● TO DO:
Which lines of the entries contain the word "wherever"? Please list them.

● DATA EXTRACT:
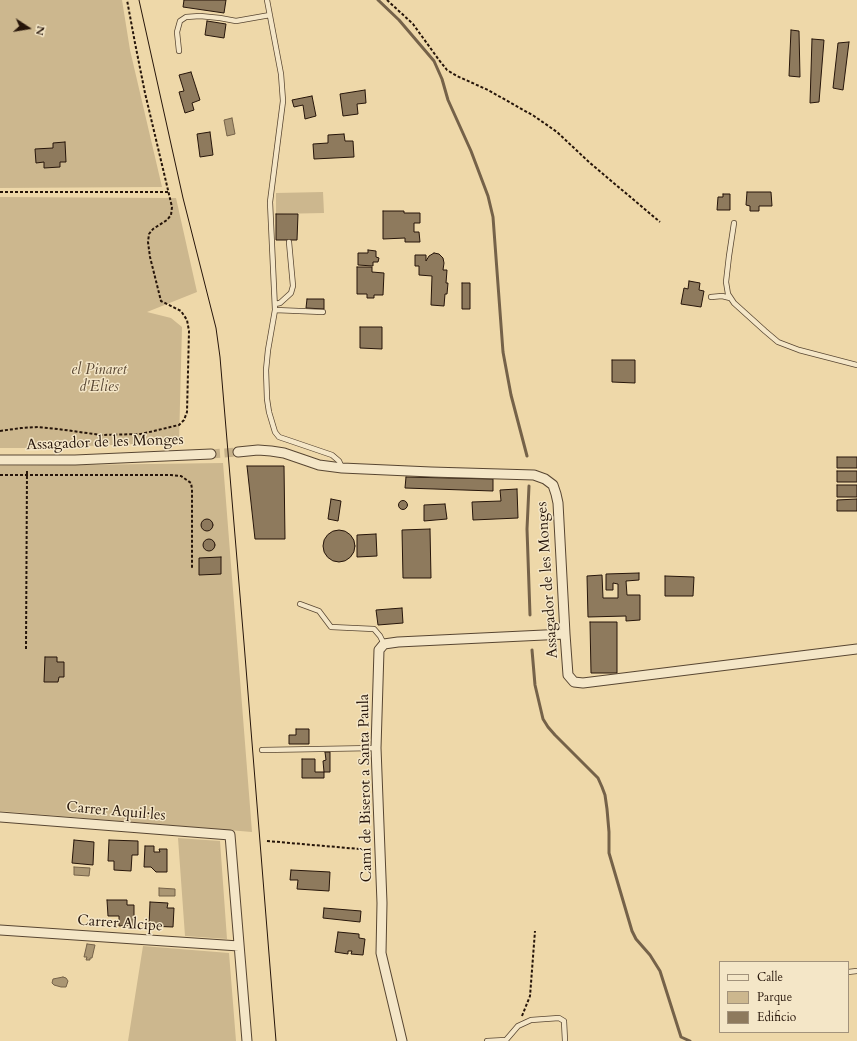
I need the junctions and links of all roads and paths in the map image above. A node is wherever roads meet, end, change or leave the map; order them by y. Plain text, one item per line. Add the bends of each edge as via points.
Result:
1 (127, 0) edge
2 (268, 0) edge
3 (387, 0) edge
4 (270, 16) junction
5 (179, 51) dead end
6 (0, 192) edge
7 (169, 192) junction
8 (660, 222) dead end
9 (734, 223) dead end
10 (289, 242) dead end
11 (711, 297) dead end
12 (731, 299) junction
13 (275, 304) junction
14 (275, 310) junction
15 (323, 312) dead end
16 (857, 365) edge
17 (0, 431) edge
18 (238, 452) tunnel mouth
19 (211, 454) tunnel mouth
20 (0, 460) edge
21 (27, 460) junction
22 (342, 468) junction
23 (0, 475) edge
24 (27, 476) junction
25 (192, 568) dead end
26 (300, 604) dead end
27 (565, 634) junction
28 (384, 644) junction
29 (26, 649) dead end
30 (857, 649) edge
31 (376, 748) junction
32 (262, 750) dead end
33 (0, 817) edge
34 (267, 841) dead end
35 (380, 851) junction
36 (0, 930) edge
37 (535, 931) dead end
38 (239, 946) junction
39 (518, 1026) junction
40 (247, 1041) edge
41 (402, 1041) edge
42 (487, 1041) edge
43 (565, 1041) edge

1 - 7 path via 145,93
2 - 4 lane
3 - 8 path via 412,24 447,70 488,90 558,132 590,163
4 - 5 lane via 236,21 200,16 186,18 180,21 177,32
4 - 13 lane via 281,74 283,101 270,202
6 - 7 path
7 - 17 path via 171,215 152,229 148,242 161,301 181,311 187,320 187,412 184,420 179,425 141,434 101,436 38,427
9 - 12 lane via 726,282
10 - 13 lane via 292,293
11 - 12 lane via 722,296
12 - 16 lane via 778,342
13 - 14 lane
14 - 15 lane
14 - 22 lane via 266,370 268,412 275,432 279,437 332,454
18 - 22 street, Assagador de les Monges via 272,451 319,465
19 - 21 street, Assagador de les Monges
20 - 21 street, Assagador de les Monges
21 - 24 path
22 - 27 street, Assagador de les Monges via 534,475 545,479 553,485 558,503
23 - 24 path
24 - 25 path via 181,476 191,483 192,489
24 - 29 path
26 - 28 lane via 319,611 331,627 374,629
27 - 28 street
27 - 30 street, Assagador de les Monges via 568,675 574,682 583,683
28 - 31 street, Camí de Biserot a Santa Paula via 379,650
31 - 32 lane
31 - 35 street, Camí de Biserot a Santa Paula
33 - 38 street, Carrer Aquil·les via 230,835
34 - 35 path
35 - 41 street, Camí de Biserot a Santa Paula via 381,953
36 - 38 street, Carrer Alcipe
37 - 39 path via 530,996
38 - 40 street
39 - 42 lane via 506,1040
39 - 43 lane via 531,1020 559,1018 564,1021

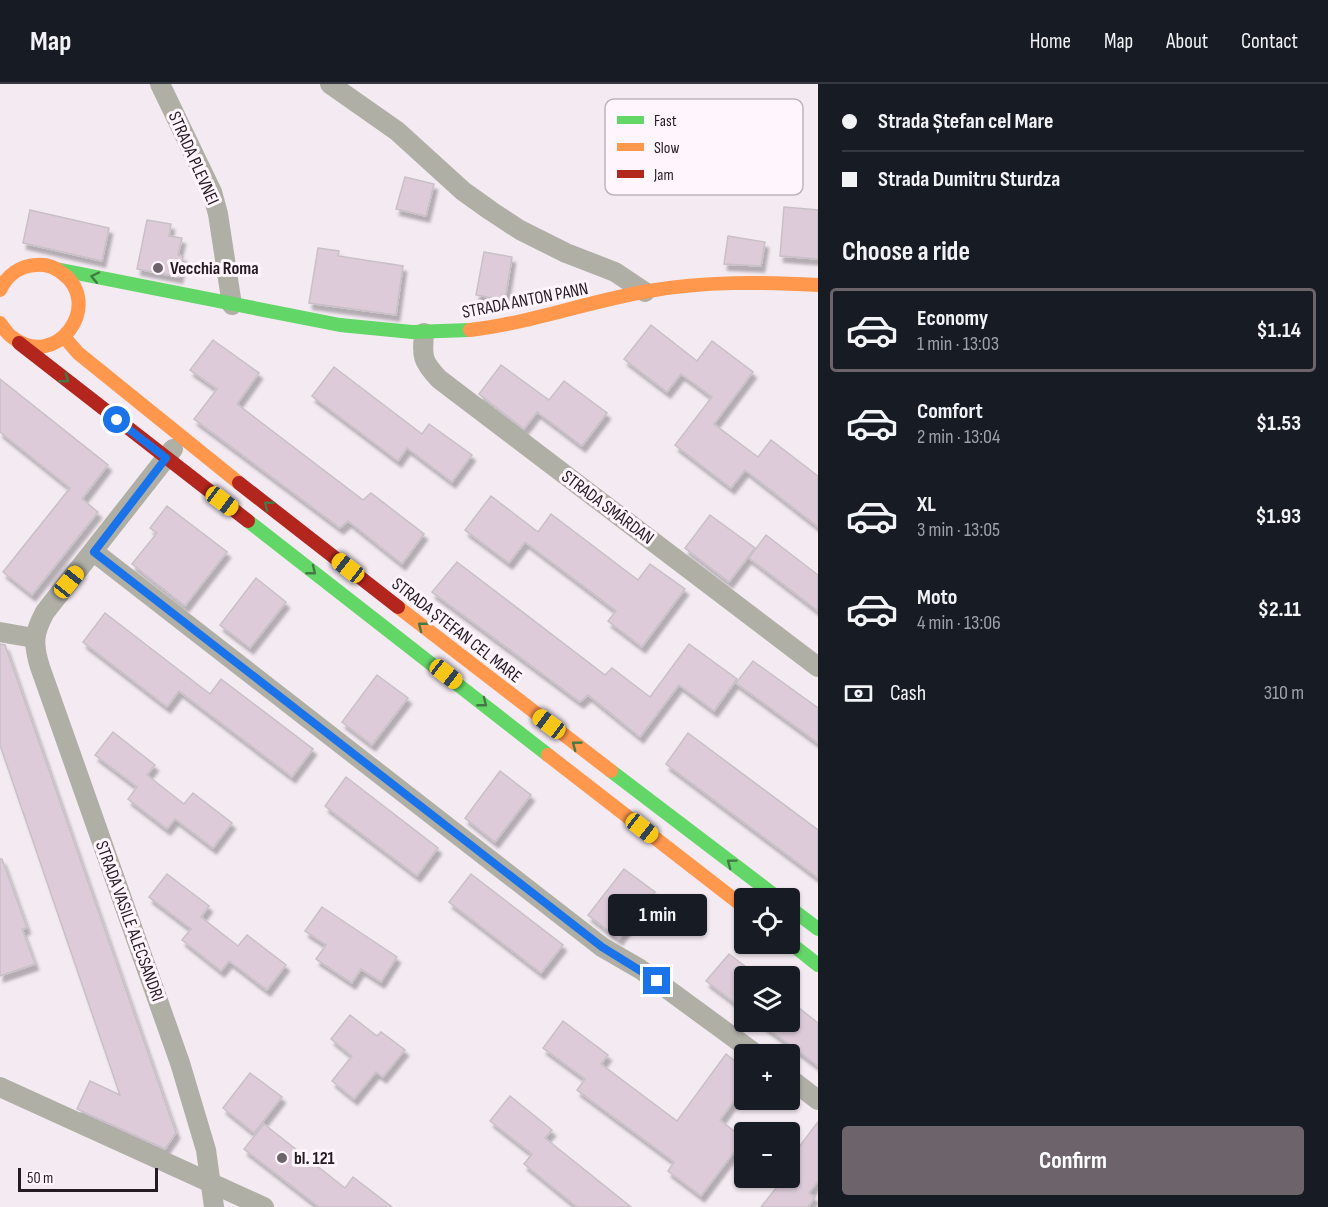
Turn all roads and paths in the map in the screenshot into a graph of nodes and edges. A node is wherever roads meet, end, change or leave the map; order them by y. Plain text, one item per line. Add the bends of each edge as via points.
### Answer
1 (160, 84) edge
2 (330, 84) edge
3 (15, 258) dead end
4 (37, 264) junction
5 (56, 269) junction
6 (133, 285) junction
7 (818, 285) edge
8 (0, 290) edge
9 (112, 292) dead end
10 (645, 292) junction
11 (232, 305) junction
12 (0, 324) edge
13 (424, 333) junction
14 (64, 338) junction
15 (19, 343) junction
16 (182, 438) junction
17 (166, 458) junction
18 (94, 552) junction
19 (0, 632) edge
20 (34, 638) junction
21 (818, 667) edge
22 (765, 888) edge
23 (734, 899) edge
24 (800, 915) edge
25 (818, 929) edge
26 (800, 950) edge
27 (818, 964) edge
28 (742, 1044) edge
29 (800, 1086) edge
30 (0, 1087) edge
31 (818, 1100) edge
32 (212, 1183) junction
33 (214, 1207) edge
34 (264, 1207) edge

1 - 11 street, STRADA PLEVNEI via 212,192
2 - 10 street via 397,131 490,211 566,253 615,272
3 - 4 main road
4 - 5 main road, STRADA ANTON PANN
4 - 8 main road via 11,274
6 -> 5 main road, STRADA ANTON PANN
5 - 14 main road via 68,277 84,301 73,328
6 - 9 main road, STRADA ANTON PANN
6 - 11 main road, STRADA ANTON PANN
7 - 10 main road, STRADA ANTON PANN via 684,285
10 - 13 main road, STRADA ANTON PANN via 524,322
11 - 13 main road, STRADA ANTON PANN via 363,328
12 - 15 main road
13 - 21 street, STRADA SMÂRDAN via 422,356 439,379
14 - 15 main road via 43,347
14 - 16 main road, STRADA ȘTEFAN CEL MARE
15 -> 17 main road
16 - 17 street
22 -> 16 main road, STRADA ȘTEFAN CEL MARE
17 - 18 street
17 -> 23 main road
18 - 20 street via 45,612
18 - 28 street via 602,947 640,969
19 - 20 street
20 - 32 street, STRADA VASILE ALECSANDRI via 40,667 200,1124
24 - 25 main road
26 - 27 main road
29 - 31 street
30 - 32 street
32 - 33 street, STRADA VASILE ALECSANDRI
32 - 34 street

● OUTPUT:
I need the junctions and links of all roads and paths in the map image above. A node is wherever roads meet, end, change or leave the map; order them by y. Plain text, one item per line. Add the bends of each edge as via points.
Turn all roads and paths in the map in the screenshot into a graph of nodes and edges. A node is wherever roads meet, end, change or leave the map; order them by y. Plain text, one item per line. Add the bends of each edge as via points.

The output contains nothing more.